Task prompt: Your answer should be an exact copy of the lines from the start of the entries to the line containing "Extract the road", both included.

[Stored data]
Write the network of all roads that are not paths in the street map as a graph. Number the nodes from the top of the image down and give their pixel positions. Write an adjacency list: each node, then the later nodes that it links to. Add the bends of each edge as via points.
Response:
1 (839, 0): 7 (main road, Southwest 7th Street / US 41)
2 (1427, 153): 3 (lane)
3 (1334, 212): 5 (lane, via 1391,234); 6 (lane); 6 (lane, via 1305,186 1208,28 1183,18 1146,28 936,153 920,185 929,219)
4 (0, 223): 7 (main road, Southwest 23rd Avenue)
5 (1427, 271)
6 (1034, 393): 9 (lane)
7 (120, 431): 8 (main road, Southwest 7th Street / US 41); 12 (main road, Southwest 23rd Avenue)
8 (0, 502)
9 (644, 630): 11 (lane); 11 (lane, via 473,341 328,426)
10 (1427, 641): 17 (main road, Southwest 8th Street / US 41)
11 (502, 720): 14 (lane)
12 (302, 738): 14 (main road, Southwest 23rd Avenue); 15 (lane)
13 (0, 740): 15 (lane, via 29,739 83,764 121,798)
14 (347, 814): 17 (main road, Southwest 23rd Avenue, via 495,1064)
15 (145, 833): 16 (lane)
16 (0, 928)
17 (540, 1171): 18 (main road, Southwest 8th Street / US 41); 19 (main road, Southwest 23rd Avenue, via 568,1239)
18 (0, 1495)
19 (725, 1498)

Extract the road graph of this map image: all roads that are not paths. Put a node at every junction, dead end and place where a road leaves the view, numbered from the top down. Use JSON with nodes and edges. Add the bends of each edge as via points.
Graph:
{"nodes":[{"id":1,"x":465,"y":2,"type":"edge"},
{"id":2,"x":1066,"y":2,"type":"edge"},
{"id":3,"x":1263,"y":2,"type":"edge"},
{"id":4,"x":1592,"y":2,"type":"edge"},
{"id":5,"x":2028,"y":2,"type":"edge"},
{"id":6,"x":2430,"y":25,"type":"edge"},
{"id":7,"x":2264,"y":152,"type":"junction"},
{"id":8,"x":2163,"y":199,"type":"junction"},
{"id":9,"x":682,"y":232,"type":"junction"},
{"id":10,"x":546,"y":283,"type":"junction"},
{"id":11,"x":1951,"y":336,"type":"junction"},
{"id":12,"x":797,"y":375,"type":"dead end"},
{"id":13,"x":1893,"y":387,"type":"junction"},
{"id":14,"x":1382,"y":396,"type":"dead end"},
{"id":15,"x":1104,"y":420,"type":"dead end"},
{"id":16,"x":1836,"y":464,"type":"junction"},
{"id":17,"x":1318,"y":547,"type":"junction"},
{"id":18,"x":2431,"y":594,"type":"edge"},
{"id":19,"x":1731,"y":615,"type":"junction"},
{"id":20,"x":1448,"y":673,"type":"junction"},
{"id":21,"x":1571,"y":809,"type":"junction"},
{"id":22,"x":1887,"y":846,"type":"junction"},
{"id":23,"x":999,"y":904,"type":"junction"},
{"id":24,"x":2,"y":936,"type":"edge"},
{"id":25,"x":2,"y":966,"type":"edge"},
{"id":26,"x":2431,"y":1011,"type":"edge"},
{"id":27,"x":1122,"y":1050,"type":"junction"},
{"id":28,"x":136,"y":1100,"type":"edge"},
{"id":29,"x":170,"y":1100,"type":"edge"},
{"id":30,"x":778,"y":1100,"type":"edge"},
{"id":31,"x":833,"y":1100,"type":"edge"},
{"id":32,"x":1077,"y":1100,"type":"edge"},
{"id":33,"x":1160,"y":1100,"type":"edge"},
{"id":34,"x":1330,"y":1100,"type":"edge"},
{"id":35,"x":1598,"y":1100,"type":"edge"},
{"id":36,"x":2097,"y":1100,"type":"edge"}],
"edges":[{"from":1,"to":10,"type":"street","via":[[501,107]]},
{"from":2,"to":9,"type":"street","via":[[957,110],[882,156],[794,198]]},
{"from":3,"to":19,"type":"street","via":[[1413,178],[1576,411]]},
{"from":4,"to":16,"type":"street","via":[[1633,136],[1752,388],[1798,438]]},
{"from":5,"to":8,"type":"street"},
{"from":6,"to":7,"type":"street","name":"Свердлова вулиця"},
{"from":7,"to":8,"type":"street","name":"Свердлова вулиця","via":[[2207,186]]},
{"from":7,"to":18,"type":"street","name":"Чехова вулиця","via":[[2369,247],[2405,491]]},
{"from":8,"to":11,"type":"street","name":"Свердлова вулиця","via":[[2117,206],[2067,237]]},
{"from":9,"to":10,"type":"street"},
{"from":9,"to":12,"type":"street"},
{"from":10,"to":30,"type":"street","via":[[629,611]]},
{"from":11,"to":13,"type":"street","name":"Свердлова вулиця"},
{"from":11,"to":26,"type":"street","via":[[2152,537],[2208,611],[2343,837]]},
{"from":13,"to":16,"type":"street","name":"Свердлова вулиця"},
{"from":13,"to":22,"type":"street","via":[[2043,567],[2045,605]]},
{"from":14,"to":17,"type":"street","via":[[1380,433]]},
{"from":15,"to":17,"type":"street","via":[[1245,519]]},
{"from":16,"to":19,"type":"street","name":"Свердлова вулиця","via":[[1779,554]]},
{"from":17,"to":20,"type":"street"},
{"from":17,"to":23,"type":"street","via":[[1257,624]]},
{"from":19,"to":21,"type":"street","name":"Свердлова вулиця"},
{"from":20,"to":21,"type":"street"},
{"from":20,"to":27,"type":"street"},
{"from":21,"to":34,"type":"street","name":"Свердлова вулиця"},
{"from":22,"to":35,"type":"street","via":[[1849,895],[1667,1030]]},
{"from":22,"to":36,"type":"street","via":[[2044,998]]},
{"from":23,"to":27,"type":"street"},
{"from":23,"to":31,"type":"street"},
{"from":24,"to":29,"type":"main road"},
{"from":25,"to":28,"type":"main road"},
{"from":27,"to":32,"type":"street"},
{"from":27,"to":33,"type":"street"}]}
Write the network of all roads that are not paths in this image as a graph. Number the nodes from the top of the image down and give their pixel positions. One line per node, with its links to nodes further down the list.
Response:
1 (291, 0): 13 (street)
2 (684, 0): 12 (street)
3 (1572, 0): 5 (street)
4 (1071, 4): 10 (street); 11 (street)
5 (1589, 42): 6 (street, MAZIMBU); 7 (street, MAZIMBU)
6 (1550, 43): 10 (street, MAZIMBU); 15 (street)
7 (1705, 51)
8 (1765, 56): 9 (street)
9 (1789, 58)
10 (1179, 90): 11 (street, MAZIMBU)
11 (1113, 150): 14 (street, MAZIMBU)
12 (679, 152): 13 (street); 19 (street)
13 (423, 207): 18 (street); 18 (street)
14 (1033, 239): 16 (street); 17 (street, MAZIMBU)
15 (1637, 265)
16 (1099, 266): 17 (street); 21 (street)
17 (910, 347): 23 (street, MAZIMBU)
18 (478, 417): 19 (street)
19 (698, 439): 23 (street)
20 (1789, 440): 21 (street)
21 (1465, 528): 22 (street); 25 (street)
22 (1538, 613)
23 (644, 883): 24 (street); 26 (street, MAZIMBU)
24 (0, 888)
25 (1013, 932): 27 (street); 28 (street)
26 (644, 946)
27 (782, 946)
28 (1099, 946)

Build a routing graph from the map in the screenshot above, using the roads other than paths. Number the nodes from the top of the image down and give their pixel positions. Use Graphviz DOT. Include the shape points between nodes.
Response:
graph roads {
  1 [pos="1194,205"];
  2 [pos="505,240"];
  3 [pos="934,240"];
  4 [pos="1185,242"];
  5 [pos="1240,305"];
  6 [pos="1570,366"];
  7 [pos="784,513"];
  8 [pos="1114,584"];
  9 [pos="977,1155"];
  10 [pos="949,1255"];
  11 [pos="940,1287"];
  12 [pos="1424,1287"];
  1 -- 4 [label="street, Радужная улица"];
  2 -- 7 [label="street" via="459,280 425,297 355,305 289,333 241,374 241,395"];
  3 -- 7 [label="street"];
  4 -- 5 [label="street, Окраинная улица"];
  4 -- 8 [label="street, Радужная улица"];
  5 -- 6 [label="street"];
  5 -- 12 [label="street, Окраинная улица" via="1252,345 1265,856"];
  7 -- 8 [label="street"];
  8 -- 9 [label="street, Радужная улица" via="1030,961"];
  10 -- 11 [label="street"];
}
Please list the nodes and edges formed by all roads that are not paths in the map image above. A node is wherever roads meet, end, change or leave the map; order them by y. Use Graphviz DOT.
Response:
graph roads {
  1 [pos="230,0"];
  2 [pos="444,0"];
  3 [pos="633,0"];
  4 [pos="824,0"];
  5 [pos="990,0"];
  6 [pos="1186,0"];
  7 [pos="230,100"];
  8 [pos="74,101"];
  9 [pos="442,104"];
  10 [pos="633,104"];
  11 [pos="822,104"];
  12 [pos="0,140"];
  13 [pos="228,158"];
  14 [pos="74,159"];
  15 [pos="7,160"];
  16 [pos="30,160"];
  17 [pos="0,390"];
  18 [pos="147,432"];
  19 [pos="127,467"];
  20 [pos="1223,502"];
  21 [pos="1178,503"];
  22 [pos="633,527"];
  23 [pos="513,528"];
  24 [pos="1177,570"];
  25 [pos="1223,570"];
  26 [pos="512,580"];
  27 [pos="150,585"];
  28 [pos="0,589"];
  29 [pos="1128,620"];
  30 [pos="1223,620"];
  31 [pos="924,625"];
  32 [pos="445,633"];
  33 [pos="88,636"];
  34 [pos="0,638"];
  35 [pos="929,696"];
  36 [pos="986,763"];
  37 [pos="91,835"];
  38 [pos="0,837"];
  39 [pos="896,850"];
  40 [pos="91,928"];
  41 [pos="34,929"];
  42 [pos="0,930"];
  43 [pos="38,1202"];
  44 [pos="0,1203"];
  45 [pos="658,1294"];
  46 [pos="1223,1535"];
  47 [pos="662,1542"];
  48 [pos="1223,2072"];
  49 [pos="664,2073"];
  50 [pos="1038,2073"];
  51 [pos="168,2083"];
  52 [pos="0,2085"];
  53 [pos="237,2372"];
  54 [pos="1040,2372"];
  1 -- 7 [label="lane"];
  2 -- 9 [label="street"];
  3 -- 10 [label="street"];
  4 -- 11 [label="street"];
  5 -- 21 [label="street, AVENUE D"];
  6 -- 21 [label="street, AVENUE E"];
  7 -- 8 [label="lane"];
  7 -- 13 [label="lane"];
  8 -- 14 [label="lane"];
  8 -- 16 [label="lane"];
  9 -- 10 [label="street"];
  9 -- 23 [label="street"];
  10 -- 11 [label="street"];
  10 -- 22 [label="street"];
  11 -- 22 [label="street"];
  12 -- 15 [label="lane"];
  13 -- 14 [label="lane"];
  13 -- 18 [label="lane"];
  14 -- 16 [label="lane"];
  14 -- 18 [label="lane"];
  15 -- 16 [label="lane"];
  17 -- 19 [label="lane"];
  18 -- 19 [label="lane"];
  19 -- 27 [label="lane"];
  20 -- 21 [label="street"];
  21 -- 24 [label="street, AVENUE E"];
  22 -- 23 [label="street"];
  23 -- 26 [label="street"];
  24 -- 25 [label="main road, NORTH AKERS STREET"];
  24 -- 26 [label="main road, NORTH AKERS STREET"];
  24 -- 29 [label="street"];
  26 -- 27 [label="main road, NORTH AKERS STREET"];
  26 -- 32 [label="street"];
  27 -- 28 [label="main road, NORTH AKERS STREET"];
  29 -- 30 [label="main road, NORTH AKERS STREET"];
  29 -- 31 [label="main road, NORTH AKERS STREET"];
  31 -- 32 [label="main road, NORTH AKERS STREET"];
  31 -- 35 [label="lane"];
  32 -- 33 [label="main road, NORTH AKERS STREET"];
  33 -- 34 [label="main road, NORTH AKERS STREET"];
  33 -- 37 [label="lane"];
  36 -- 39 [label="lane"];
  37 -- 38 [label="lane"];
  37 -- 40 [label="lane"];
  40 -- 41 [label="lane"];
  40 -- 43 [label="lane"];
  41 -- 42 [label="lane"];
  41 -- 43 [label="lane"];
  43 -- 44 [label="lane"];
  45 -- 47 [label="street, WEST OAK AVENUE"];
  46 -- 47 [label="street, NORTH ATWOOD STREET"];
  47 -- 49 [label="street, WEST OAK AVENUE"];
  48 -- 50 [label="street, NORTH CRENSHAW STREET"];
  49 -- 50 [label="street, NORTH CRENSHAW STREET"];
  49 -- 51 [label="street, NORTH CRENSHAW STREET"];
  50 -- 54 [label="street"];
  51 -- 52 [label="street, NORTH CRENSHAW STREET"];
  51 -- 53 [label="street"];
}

Solved exercise:
Write the network of all roads that are not paths in the street map as a graph. Number the nodes from the top of the image down and give their pixel positions. Write an adjacency list: each node, then the later nodes that it links to. Add the bends of each edge as via points.
Response:
1 (839, 0): 7 (main road, Southwest 7th Street / US 41)
2 (1427, 153): 3 (lane)
3 (1334, 212): 5 (lane, via 1391,234); 6 (lane); 6 (lane, via 1305,186 1208,28 1183,18 1146,28 936,153 920,185 929,219)
4 (0, 223): 7 (main road, Southwest 23rd Avenue)
5 (1427, 271)
6 (1034, 393): 9 (lane)
7 (120, 431): 8 (main road, Southwest 7th Street / US 41); 12 (main road, Southwest 23rd Avenue)
8 (0, 502)
9 (644, 630): 11 (lane); 11 (lane, via 473,341 328,426)
10 (1427, 641): 17 (main road, Southwest 8th Street / US 41)
11 (502, 720): 14 (lane)
12 (302, 738): 14 (main road, Southwest 23rd Avenue); 15 (lane)
13 (0, 740): 15 (lane, via 29,739 83,764 121,798)
14 (347, 814): 17 (main road, Southwest 23rd Avenue, via 495,1064)
15 (145, 833): 16 (lane)
16 (0, 928)
17 (540, 1171): 18 (main road, Southwest 8th Street / US 41); 19 (main road, Southwest 23rd Avenue, via 568,1239)
18 (0, 1495)
19 (725, 1498)

Extract the road graph of this map image: all roads that are not paths. Put a node at every junction, dead end and place where a road leaves the view, numbered from the top down. Use JSON with nodes and edges. Add the bends of each edge as via points.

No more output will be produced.